M.H. : Que pensez-vous de la polémique suscitée par la réforme du temps scolaire et des 4 jours et demi ?
X.D. : L’organisation de la semaine est un sujet difficile. En 2008, les conseils d’établissements avaient choisi les 4 jours. Donc arriver et imposer un dispositif nouveau, de surcroît aux frais des communes, il est évident que ça ne pouvait pas bien se passer. Mais je ne jette la pierre à personne, y compris à Peillon. Il souhaitait peut-être que les enfants qui sont le plus loin du monde de la culture aient un temps l’après-midi pour s’initier au monde de l’art, aux pratiques culturelles ou sportives. Ce n’était pas une mauvais idée mais peut-être a-t-on sous-estimé la difficulté.
M.H. : De manière plus générale, quel est votre avis sur la politique menée par Vincent Peillon ?
X.D. : Je pense que Vincent Peillon est un homme de bonne volonté.

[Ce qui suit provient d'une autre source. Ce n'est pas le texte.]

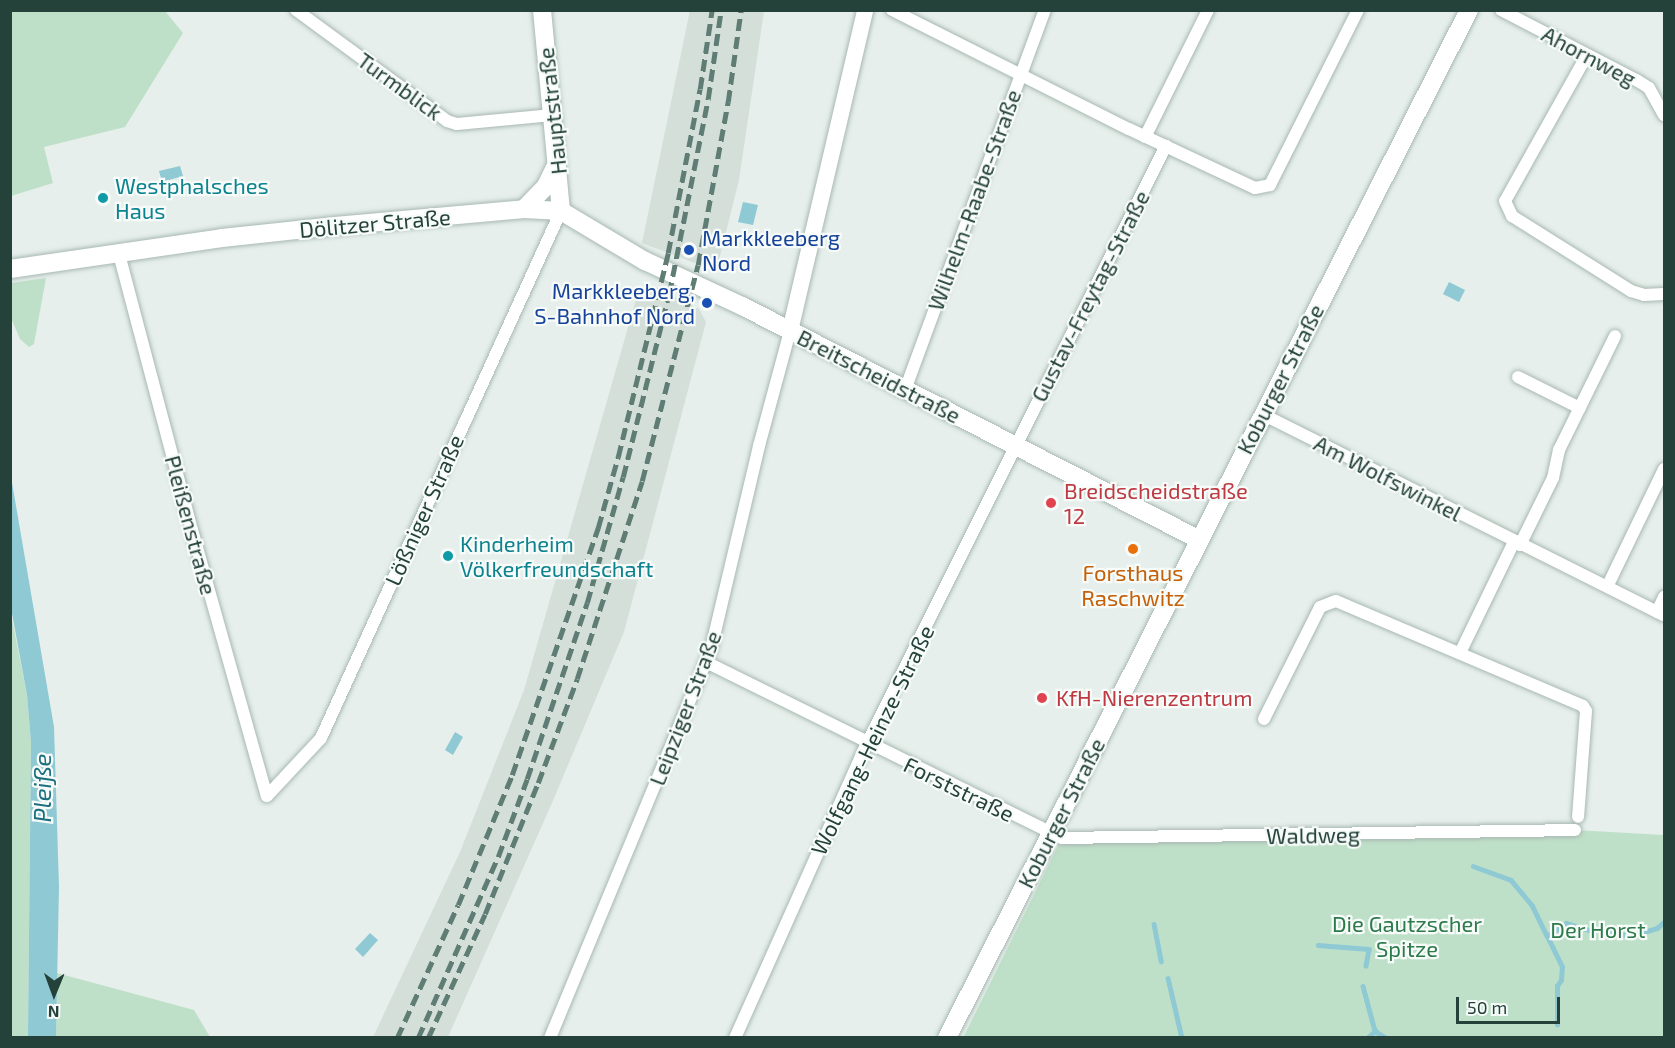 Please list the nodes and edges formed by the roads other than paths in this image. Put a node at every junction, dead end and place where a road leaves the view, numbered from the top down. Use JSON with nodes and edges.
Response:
{"nodes":[{"id":1,"x":542,"y":10,"type":"edge"},
{"id":2,"x":865,"y":10,"type":"edge"},
{"id":3,"x":892,"y":10,"type":"edge"},
{"id":4,"x":1045,"y":10,"type":"edge"},
{"id":5,"x":1208,"y":10,"type":"edge"},
{"id":6,"x":1358,"y":10,"type":"edge"},
{"id":7,"x":1468,"y":10,"type":"edge"},
{"id":8,"x":1501,"y":10,"type":"edge"},
{"id":9,"x":302,"y":12,"type":"edge"},
{"id":10,"x":1587,"y":55,"type":"junction"},
{"id":11,"x":1020,"y":74,"type":"junction"},
{"id":12,"x":553,"y":115,"type":"junction"},
{"id":13,"x":1665,"y":115,"type":"edge"},
{"id":14,"x":1145,"y":137,"type":"junction"},
{"id":15,"x":1166,"y":146,"type":"junction"},
{"id":16,"x":558,"y":160,"type":"junction"},
{"id":17,"x":524,"y":209,"type":"junction"},
{"id":18,"x":561,"y":211,"type":"junction"},
{"id":19,"x":119,"y":254,"type":"junction"},
{"id":20,"x":14,"y":269,"type":"edge"},
{"id":21,"x":1665,"y":294,"type":"edge"},
{"id":22,"x":790,"y":331,"type":"junction"},
{"id":23,"x":1615,"y":336,"type":"dead end"},
{"id":24,"x":1518,"y":377,"type":"dead end"},
{"id":25,"x":905,"y":390,"type":"junction"},
{"id":26,"x":1580,"y":408,"type":"junction"},
{"id":27,"x":1262,"y":414,"type":"junction"},
{"id":28,"x":1016,"y":447,"type":"junction"},
{"id":29,"x":1665,"y":469,"type":"edge"},
{"id":30,"x":1198,"y":539,"type":"junction"},
{"id":31,"x":1517,"y":543,"type":"junction"},
{"id":32,"x":1608,"y":585,"type":"junction"},
{"id":33,"x":1665,"y":597,"type":"edge"},
{"id":34,"x":1661,"y":614,"type":"edge"},
{"id":35,"x":1460,"y":653,"type":"junction"},
{"id":36,"x":706,"y":662,"type":"junction"},
{"id":37,"x":1264,"y":719,"type":"dead end"},
{"id":38,"x":867,"y":743,"type":"junction"},
{"id":39,"x":267,"y":796,"type":"joint"},
{"id":40,"x":1578,"y":817,"type":"dead end"},
{"id":41,"x":1575,"y":831,"type":"dead end"},
{"id":42,"x":1051,"y":834,"type":"junction"},
{"id":43,"x":550,"y":1038,"type":"edge"},
{"id":44,"x":735,"y":1038,"type":"edge"},
{"id":45,"x":948,"y":1038,"type":"edge"}],
"edges":[{"from":1,"to":12,"type":"main road","name":"Hauptstraße"},
{"from":2,"to":22,"type":"street"},
{"from":3,"to":11,"type":"street"},
{"from":4,"to":11,"type":"street","name":"Wilhelm-Raabe-Straße"},
{"from":5,"to":14,"type":"street"},
{"from":6,"to":15,"type":"street"},
{"from":7,"to":27,"type":"main road","name":"Koburger Straße"},
{"from":8,"to":10,"type":"street","name":"Ahornweg"},
{"from":9,"to":12,"type":"street","name":"Turmblick"},
{"from":10,"to":13,"type":"street","name":"Ahornweg"},
{"from":10,"to":21,"type":"street"},
{"from":11,"to":14,"type":"street"},
{"from":11,"to":25,"type":"street","name":"Wilhelm-Raabe-Straße"},
{"from":12,"to":16,"type":"main road","name":"Hauptstraße"},
{"from":14,"to":15,"type":"street"},
{"from":15,"to":28,"type":"street","name":"Gustav-Freytag-Straße"},
{"from":16,"to":17,"type":"main road"},
{"from":16,"to":18,"type":"main road","name":"Hauptstraße"},
{"from":17,"to":18,"type":"main road","name":"Dölitzer Straße"},
{"from":17,"to":19,"type":"main road","name":"Dölitzer Straße"},
{"from":18,"to":22,"type":"main road","name":"Breitscheidstraße"},
{"from":18,"to":39,"type":"street","name":"Lößniger Straße"},
{"from":19,"to":20,"type":"main road","name":"Dölitzer Straße"},
{"from":19,"to":39,"type":"street","name":"Pleißenstraße"},
{"from":22,"to":25,"type":"main road","name":"Breitscheidstraße"},
{"from":22,"to":36,"type":"street","name":"Leipziger Straße"},
{"from":23,"to":26,"type":"street"},
{"from":24,"to":26,"type":"street"},
{"from":25,"to":28,"type":"main road","name":"Breitscheidstraße"},
{"from":26,"to":31,"type":"street"},
{"from":27,"to":30,"type":"main road","name":"Koburger Straße"},
{"from":27,"to":31,"type":"street","name":"Am Wolfswinkel"},
{"from":28,"to":30,"type":"main road","name":"Breitscheidstraße"},
{"from":28,"to":38,"type":"street","name":"Wolfgang-Heinze-Straße"},
{"from":29,"to":32,"type":"street"},
{"from":30,"to":42,"type":"main road","name":"Koburger Straße"},
{"from":31,"to":32,"type":"street","name":"Am Wolfswinkel"},
{"from":31,"to":35,"type":"street"},
{"from":32,"to":34,"type":"street","name":"Am Wolfswinkel"},
{"from":33,"to":34,"type":"street"},
{"from":35,"to":37,"type":"street"},
{"from":35,"to":40,"type":"street"},
{"from":36,"to":38,"type":"street","name":"Forststraße"},
{"from":36,"to":43,"type":"street","name":"Leipziger Straße"},
{"from":38,"to":42,"type":"street","name":"Forststraße"},
{"from":38,"to":44,"type":"street","name":"Wolfgang-Heinze-Straße"},
{"from":41,"to":42,"type":"street","name":"Waldweg"},
{"from":42,"to":45,"type":"main road","name":"Koburger Straße"}]} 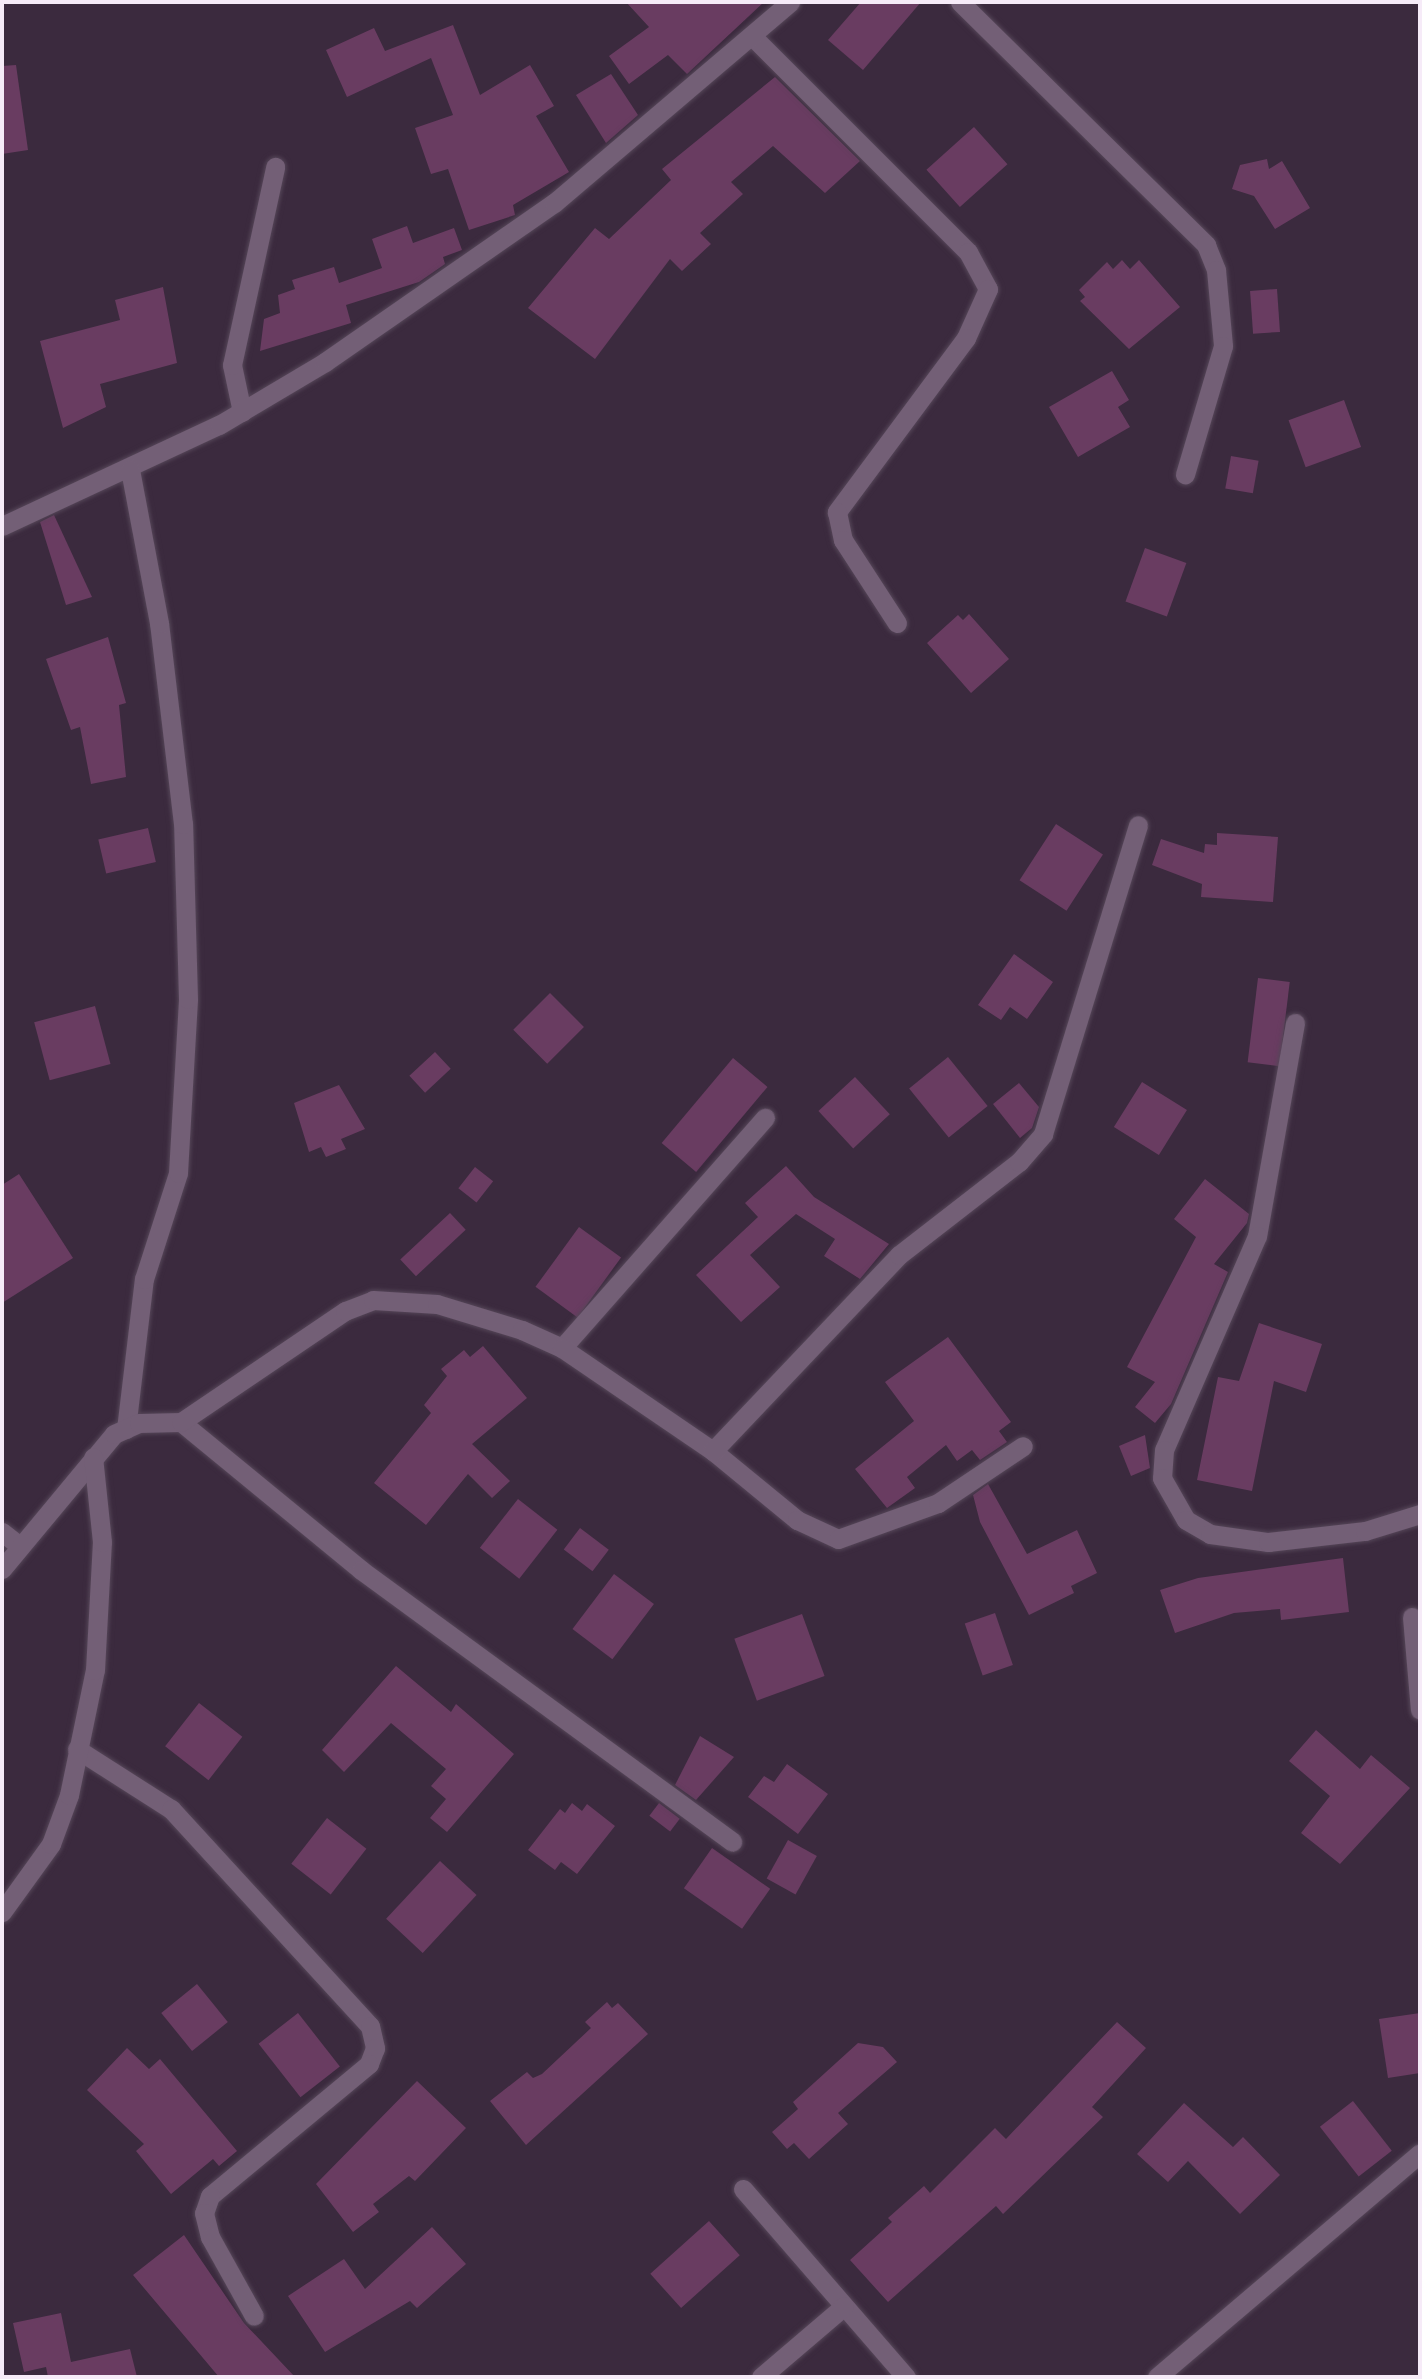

Je le connais depuis très longtemps. Peut-être a-t-il ouvert beaucoup de chantiers à la fois et sous-estimé, comme d’autres, comme moi-même quand j’y étais, la sensibilité du monde éducatif. Car les sujets de l’école, ce sont les sujets de tout le monde. Il y a 65 millions de spécialistes de l’école en France. Tout le monde a été élève et le sera. Les ministres sont réformateurs, et sans le vouloir, ils allument des feux parce que c’est un sujet sur lequel le rationnel joue peu.
M.H. : Et sur celle du gouvernement ?
X.D. : Je n’exprimerai pas d’avis. Je suis président d’un établissement public sous tutelle de l’état, et j’ai un devoir d’impartialité que je respecterai (sourire).